For available facial gestures, see the ACE Animgraph documentation:
https://docs.nvidia.com/ace/animation-graph-microservice/latest/default-animation-graph.html
"""

import random

from loguru import logger
from pipecat.frames.frames import (
    BotStartedSpeakingFrame,
    BotStoppedSpeakingFrame,
    Frame,
    StartInterruptionFrame,
    UserStoppedSpeakingFrame,
)
from pipecat.processors.frame_processor import FrameDirection, FrameProcessor

from nvidia_pipecat.frames.action import StartFacialGestureBotActionFrame


class FacialGestureProviderProcessor(FrameProcessor):
    """Manages automated facial gestures for the ACE avatar during conversations.

    This processor monitors conversation state changes and triggers appropriate facial
    expressions in response to events like the user finishing speaking or interruptions
    occurring.
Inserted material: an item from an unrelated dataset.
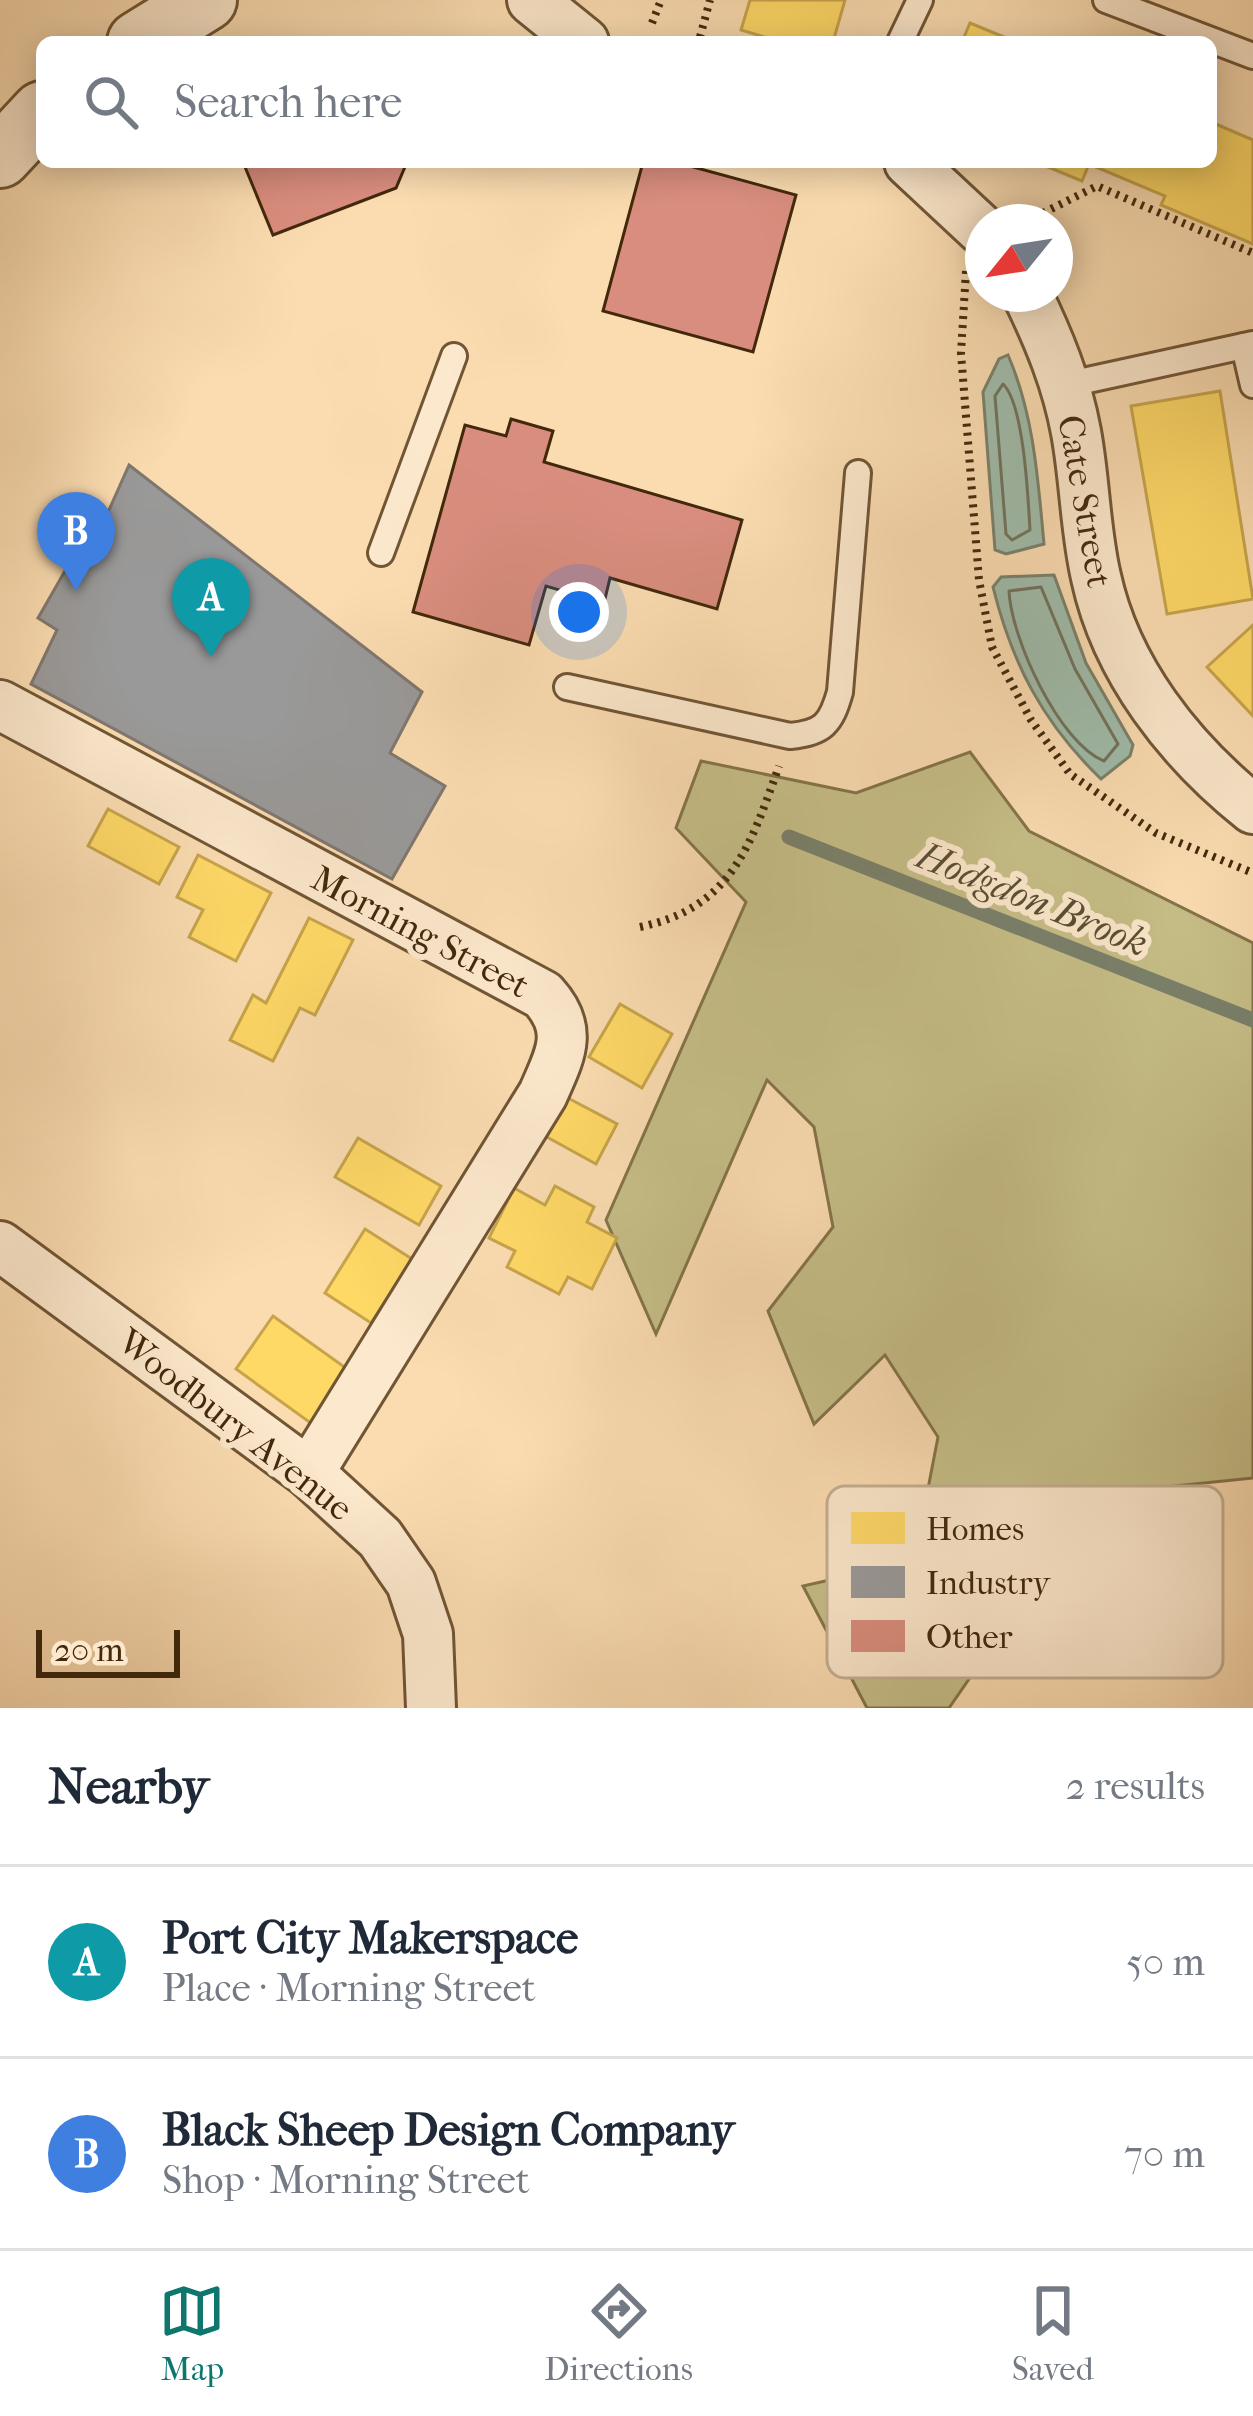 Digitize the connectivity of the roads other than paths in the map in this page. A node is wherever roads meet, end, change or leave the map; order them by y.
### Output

It includes configurable randomization to make gestures feel natural.

    Input Frames:
        - UserStoppedSpeakingFrame (consumed): Triggered when user finishes speaking
        - StartInterruptionFrame (consumed): Triggered during conversation interruptions
        - BotStartedSpeakingFrame (consumed): Indicates bot began speaking
        - BotStoppedSpeakingFrame (consumed): Indicates bot finished speaking

    Output Frames:
        - StartFacialGestureBotActionFrame: Triggers facial expressions on the avatar

    Args:
        user_stopped_speaking_gesture (str): Facial gesture to trigger when user stops speaking.
            See ACE Animgraph docs for available gestures. Defaults to "Taunt".
        start_interruption_gesture (str): Facial gesture to trigger during interruptions.
            See ACE Animgraph docs for available gestures. Defaults to "Pensive".
        probability (float): Probability (0.0 to 1.0) that a gesture will be triggered
            for any given event. Used to make behavior less predictable. Defaults to 0.5.
        **kwargs: Additional arguments passed to parent FrameProcessor.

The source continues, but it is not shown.